Je vois sur un vaste édifice, à une grande hauteur dans les airs, une croix que je distingue à peine, parce qu’elle est couverte d’un voile noir.

Fils de l’homme, que vois-tu encore ?

Je vois l’Orient qui se trouble en lui-même. Il regarde ses antiques palais crouler, ses vieux temples tomber en poudre, et il lève les yeux comme pour chercher d’autres grandeurs et un autre Dieu.

Je vois vers l’Occident une femme à l’œil fier, au front serein ; elle trace d’une main ferme un léger sillon, et partout où le soc passe, je vois se lever des générations humaines qui l’invoquent dans leurs prières et la bénissent dans leurs chants.

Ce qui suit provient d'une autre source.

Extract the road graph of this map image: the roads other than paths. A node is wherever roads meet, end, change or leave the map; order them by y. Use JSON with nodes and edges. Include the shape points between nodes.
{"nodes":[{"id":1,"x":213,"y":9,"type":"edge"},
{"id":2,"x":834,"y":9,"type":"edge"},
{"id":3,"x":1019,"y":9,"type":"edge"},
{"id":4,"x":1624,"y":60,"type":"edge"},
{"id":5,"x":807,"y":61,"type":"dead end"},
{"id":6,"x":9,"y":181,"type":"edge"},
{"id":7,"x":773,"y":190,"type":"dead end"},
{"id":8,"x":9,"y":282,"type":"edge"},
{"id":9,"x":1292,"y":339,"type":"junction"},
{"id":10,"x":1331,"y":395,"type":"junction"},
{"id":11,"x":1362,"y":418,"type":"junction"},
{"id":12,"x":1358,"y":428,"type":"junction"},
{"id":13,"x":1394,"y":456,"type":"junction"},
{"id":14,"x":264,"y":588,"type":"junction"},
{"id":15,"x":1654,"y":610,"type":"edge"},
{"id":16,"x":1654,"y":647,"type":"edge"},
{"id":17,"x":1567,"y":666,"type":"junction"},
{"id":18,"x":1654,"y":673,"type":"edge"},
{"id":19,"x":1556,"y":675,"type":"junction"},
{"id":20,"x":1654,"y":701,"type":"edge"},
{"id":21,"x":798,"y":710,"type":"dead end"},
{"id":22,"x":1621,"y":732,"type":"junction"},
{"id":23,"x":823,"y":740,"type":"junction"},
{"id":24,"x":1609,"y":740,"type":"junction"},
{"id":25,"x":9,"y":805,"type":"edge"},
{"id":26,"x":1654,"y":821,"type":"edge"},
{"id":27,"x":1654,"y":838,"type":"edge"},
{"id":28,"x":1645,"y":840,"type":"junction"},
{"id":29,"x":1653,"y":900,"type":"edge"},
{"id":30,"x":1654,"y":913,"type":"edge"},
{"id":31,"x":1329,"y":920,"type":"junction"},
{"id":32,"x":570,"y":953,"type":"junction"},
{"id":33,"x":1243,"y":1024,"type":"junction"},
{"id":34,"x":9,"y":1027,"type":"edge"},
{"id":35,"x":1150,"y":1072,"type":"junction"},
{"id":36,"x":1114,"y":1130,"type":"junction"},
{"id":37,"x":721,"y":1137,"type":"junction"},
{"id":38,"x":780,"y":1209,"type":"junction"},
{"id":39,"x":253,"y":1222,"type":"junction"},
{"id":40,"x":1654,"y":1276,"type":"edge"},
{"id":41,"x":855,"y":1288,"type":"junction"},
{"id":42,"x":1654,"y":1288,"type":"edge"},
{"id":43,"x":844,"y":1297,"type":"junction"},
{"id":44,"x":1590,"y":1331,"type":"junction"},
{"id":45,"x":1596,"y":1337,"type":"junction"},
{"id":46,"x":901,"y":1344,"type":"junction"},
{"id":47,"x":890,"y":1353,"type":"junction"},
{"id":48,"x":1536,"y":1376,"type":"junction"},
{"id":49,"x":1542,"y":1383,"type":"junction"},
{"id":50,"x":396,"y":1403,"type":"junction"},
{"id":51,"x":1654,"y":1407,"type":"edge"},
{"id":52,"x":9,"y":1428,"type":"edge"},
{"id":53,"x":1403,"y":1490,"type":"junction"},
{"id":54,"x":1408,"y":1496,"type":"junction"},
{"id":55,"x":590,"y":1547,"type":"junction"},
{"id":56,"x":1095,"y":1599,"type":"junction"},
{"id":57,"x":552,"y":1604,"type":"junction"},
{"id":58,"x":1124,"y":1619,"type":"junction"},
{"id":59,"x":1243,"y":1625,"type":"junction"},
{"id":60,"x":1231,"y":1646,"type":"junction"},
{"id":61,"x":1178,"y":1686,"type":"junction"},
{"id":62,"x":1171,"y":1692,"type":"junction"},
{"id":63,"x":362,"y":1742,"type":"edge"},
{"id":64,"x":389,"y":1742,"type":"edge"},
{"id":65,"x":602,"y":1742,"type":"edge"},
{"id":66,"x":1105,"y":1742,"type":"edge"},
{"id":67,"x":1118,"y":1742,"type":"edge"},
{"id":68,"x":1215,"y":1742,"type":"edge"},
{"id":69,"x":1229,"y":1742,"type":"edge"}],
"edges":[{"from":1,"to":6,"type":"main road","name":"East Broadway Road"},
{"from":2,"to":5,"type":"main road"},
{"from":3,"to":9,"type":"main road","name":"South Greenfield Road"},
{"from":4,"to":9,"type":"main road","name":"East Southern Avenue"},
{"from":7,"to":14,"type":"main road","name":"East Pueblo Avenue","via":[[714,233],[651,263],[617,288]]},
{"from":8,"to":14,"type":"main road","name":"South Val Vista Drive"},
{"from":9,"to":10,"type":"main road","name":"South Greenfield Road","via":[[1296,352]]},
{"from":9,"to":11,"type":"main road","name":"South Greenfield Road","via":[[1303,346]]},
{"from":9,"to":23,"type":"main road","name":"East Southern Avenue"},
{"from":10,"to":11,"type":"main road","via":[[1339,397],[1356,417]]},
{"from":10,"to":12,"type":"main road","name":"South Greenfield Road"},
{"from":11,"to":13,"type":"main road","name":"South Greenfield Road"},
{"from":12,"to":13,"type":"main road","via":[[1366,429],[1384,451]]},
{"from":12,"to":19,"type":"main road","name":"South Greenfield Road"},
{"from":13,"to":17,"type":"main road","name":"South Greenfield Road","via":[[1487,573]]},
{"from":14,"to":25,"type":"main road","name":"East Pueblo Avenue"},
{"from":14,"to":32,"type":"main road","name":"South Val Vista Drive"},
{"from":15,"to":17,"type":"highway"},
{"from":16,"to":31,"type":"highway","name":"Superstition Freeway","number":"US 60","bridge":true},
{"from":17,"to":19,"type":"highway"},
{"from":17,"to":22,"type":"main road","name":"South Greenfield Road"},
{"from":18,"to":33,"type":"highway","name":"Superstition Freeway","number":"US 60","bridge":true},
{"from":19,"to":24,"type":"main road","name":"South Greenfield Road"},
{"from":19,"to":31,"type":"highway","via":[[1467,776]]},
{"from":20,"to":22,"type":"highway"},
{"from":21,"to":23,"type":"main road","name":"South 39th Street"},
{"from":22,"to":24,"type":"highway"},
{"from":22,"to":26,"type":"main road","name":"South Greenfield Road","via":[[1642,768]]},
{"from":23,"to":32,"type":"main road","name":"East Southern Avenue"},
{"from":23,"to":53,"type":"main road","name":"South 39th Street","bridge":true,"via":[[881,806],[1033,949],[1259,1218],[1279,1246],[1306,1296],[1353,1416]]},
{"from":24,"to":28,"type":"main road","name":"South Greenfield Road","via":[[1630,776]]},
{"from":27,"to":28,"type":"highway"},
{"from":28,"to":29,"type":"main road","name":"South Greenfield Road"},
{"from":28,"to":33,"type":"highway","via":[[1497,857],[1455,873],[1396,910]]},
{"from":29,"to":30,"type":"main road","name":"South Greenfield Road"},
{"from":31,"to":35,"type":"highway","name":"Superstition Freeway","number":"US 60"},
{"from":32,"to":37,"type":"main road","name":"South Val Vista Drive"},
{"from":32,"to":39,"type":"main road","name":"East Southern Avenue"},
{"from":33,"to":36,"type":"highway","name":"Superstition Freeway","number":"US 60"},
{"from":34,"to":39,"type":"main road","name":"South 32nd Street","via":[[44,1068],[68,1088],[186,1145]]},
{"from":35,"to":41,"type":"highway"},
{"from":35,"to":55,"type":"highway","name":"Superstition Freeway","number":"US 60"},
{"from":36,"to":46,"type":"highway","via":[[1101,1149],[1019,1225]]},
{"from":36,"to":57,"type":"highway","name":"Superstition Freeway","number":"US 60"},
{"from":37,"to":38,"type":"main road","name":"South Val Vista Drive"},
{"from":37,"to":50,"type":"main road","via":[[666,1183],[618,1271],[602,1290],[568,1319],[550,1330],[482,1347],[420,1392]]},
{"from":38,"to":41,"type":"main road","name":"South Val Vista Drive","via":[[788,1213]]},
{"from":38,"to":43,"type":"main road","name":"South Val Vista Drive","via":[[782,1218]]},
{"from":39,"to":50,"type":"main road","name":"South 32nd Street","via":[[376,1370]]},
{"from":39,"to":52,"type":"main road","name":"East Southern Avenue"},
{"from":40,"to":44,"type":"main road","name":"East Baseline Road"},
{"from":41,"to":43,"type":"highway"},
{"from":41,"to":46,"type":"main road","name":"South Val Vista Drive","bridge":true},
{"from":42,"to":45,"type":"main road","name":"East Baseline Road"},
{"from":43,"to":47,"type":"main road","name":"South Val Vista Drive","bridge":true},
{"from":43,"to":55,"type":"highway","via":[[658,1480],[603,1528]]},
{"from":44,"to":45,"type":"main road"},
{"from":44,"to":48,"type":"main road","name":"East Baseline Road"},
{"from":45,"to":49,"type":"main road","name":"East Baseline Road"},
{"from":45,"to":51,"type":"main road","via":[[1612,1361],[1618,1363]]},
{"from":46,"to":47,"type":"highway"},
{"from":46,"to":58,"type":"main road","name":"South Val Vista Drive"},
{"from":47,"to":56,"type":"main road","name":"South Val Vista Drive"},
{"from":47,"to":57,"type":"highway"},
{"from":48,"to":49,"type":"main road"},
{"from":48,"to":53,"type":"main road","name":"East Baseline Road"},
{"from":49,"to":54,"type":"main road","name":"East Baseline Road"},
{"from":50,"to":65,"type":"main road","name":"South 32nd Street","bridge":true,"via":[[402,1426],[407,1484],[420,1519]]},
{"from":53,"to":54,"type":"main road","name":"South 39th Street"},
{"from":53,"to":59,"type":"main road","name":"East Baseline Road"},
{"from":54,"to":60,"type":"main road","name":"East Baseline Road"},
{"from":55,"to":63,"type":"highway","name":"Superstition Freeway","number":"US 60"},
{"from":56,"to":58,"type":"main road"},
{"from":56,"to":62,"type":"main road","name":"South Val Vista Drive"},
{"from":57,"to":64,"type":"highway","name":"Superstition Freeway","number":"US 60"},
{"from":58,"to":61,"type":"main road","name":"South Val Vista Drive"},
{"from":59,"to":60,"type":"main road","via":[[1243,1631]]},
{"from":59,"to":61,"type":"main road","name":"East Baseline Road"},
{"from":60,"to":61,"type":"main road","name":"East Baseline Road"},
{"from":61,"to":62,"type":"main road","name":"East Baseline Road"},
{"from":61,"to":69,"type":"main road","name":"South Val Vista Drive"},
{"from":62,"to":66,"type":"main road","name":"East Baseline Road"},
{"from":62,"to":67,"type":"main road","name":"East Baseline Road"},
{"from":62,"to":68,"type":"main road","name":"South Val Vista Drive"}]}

Je vois au Septentrion des hommes qui n’ont plus qu’un reste de chaleur concentré dans leur tête, et qui l’enivre ; mais le Christ les touche de sa croix, et le cœur recommence à battre.

Je vois au Midi des races affaissées sous je ne sais quelle malédiction : un joug pesant les accable, elles marchent courbées ; mais le Christ les touche de sa croix, et elles se redressent.

Fils de l’homme, que vois-tu encore ?

Il ne répond point : crions de nouveau.

Fils de l’homme, que vois-tu ?

Je vois Satan qui fuit, et le Christ entouré de ses anges, qui vient pour régner.